Surround Yourself with Positive Support.
Become a connoisseur of acquiring positive, supportive friends and colleagues. Supportive relationships increase our personal confidence and help us to reshape our negative self-perception. Distance yourself from people who are negative and critical of other people. Even if they do not say anything critical to you, you will wonder if they are doing so behind your back, and you will be less comfortable in their presence.
Resolve Shame.
Most human beings try to avoid negative feelings. When we really mess things up, we emotionally go into a corner, like a small child….or pull the covers over our heads and try not to look at it. Shame is when we feel bad about ourselves as people.
The problem with shame is that the emotion is so painful, that we avoid it, thus preventing problem-solving. Half of our learning is linked to being able to assess what variables caused something to go wrong so that we can correct them for future events.
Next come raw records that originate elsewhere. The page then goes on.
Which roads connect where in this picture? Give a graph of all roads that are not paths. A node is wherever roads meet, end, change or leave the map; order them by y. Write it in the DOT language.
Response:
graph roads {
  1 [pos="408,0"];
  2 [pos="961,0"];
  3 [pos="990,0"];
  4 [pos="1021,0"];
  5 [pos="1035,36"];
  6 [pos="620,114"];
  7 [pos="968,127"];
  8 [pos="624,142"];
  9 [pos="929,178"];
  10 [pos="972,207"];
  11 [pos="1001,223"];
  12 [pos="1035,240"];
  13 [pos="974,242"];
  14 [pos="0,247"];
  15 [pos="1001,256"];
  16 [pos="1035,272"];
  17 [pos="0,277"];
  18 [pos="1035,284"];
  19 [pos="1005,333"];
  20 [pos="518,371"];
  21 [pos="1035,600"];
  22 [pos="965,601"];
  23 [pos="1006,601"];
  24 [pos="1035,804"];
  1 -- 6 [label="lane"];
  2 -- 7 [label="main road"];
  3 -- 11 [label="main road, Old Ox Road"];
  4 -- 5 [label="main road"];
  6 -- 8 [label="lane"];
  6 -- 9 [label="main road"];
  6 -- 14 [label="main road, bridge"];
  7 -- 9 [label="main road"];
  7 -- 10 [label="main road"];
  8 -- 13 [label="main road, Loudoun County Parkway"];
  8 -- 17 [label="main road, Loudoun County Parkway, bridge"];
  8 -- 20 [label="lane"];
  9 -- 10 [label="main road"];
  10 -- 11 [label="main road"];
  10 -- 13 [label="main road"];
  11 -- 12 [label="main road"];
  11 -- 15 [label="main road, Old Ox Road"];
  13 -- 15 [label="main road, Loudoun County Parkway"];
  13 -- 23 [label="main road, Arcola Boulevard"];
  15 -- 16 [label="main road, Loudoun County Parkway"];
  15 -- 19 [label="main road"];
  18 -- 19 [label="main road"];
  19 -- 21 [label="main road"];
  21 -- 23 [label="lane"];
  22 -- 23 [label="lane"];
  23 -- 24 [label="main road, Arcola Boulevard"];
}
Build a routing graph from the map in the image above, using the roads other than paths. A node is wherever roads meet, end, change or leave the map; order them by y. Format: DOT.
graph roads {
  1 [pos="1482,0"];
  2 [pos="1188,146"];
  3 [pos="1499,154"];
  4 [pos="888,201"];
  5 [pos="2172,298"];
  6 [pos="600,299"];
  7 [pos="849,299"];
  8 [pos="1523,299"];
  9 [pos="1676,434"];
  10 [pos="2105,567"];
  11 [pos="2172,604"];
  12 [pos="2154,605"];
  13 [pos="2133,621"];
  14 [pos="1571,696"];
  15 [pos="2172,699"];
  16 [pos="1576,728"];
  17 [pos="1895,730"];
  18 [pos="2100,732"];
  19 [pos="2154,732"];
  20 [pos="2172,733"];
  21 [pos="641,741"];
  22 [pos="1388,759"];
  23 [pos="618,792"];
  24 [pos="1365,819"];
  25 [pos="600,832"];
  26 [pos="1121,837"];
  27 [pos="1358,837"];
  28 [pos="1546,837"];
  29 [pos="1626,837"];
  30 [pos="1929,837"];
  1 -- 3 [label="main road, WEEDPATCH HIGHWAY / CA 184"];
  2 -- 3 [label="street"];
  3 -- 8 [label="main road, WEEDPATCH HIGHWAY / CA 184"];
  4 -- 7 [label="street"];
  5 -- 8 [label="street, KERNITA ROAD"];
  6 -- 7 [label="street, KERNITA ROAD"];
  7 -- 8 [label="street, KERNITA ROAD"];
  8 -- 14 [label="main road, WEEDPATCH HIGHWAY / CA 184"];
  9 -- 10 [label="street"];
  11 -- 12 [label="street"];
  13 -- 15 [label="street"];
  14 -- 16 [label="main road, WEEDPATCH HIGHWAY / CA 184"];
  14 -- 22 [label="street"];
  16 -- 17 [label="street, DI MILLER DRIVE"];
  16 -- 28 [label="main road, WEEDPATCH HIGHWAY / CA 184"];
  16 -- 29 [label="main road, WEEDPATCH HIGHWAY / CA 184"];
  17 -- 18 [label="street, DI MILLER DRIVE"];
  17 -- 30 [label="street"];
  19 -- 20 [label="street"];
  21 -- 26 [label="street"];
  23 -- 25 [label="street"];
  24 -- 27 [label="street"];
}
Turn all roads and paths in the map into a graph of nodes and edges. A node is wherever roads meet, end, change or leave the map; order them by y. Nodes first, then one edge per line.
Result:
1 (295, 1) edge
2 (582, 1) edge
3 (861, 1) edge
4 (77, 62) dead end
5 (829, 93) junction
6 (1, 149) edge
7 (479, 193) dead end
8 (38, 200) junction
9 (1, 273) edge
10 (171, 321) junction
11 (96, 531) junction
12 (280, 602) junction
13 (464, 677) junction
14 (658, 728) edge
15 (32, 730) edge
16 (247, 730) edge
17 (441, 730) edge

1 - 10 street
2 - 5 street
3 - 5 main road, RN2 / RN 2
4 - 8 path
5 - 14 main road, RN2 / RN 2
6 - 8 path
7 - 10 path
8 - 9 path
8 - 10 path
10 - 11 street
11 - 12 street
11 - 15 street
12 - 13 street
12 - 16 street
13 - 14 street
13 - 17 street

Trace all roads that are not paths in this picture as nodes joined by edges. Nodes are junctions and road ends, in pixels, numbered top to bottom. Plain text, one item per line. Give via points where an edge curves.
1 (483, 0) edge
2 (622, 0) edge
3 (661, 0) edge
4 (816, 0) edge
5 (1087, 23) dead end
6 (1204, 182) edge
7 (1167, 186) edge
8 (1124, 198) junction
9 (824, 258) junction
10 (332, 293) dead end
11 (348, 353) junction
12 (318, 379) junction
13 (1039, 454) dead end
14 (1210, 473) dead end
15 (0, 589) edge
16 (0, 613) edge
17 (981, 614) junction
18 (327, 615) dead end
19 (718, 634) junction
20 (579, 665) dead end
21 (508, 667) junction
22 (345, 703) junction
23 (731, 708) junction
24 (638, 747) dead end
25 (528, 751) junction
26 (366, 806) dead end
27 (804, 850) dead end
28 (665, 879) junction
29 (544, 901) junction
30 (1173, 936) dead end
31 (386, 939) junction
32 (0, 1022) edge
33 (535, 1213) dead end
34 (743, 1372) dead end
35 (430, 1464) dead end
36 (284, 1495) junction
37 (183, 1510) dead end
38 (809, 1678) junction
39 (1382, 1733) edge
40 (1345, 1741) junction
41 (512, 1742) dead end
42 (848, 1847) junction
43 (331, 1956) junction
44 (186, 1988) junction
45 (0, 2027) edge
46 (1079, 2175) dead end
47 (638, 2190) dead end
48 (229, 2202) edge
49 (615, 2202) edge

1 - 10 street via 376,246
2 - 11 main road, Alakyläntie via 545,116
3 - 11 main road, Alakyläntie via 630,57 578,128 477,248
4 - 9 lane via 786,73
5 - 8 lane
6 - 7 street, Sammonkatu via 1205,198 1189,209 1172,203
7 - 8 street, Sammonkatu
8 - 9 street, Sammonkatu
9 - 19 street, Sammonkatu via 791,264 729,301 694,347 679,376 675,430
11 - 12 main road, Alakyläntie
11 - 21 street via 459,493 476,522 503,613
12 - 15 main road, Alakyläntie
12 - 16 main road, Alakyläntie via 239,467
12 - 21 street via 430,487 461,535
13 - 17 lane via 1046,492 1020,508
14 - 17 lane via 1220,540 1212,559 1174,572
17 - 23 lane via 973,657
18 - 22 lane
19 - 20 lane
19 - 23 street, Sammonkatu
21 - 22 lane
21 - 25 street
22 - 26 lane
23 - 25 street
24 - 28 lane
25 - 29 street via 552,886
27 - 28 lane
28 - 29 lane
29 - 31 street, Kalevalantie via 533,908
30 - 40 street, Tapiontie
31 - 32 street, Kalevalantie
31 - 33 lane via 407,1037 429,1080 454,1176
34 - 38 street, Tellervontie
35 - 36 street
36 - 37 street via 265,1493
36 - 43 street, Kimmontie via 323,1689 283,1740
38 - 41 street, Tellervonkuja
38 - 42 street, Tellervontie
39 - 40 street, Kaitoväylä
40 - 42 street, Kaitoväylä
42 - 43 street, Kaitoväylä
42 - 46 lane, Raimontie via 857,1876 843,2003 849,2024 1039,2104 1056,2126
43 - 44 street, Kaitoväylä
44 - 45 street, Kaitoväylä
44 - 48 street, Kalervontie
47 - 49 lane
There is a tendency (especially with men) to say “it happened, I can’t change it, it’s in the past.” The problem with this strategy is that the negative emotion is still present and there has been no specific learning about how to prevent it from happening in the future. (Note: saying “I won’t do it again is NOT a specific strategy.”)
Do a Survey.
Do a survey. This strategy takes guts but is super-effective. If you are constantly making assumptions about how people see you, ask how they view you. While we are trying to build our own confidence, it can be reassuring to understand that a discrepancy exists between the way we see ourselves and the way others see us.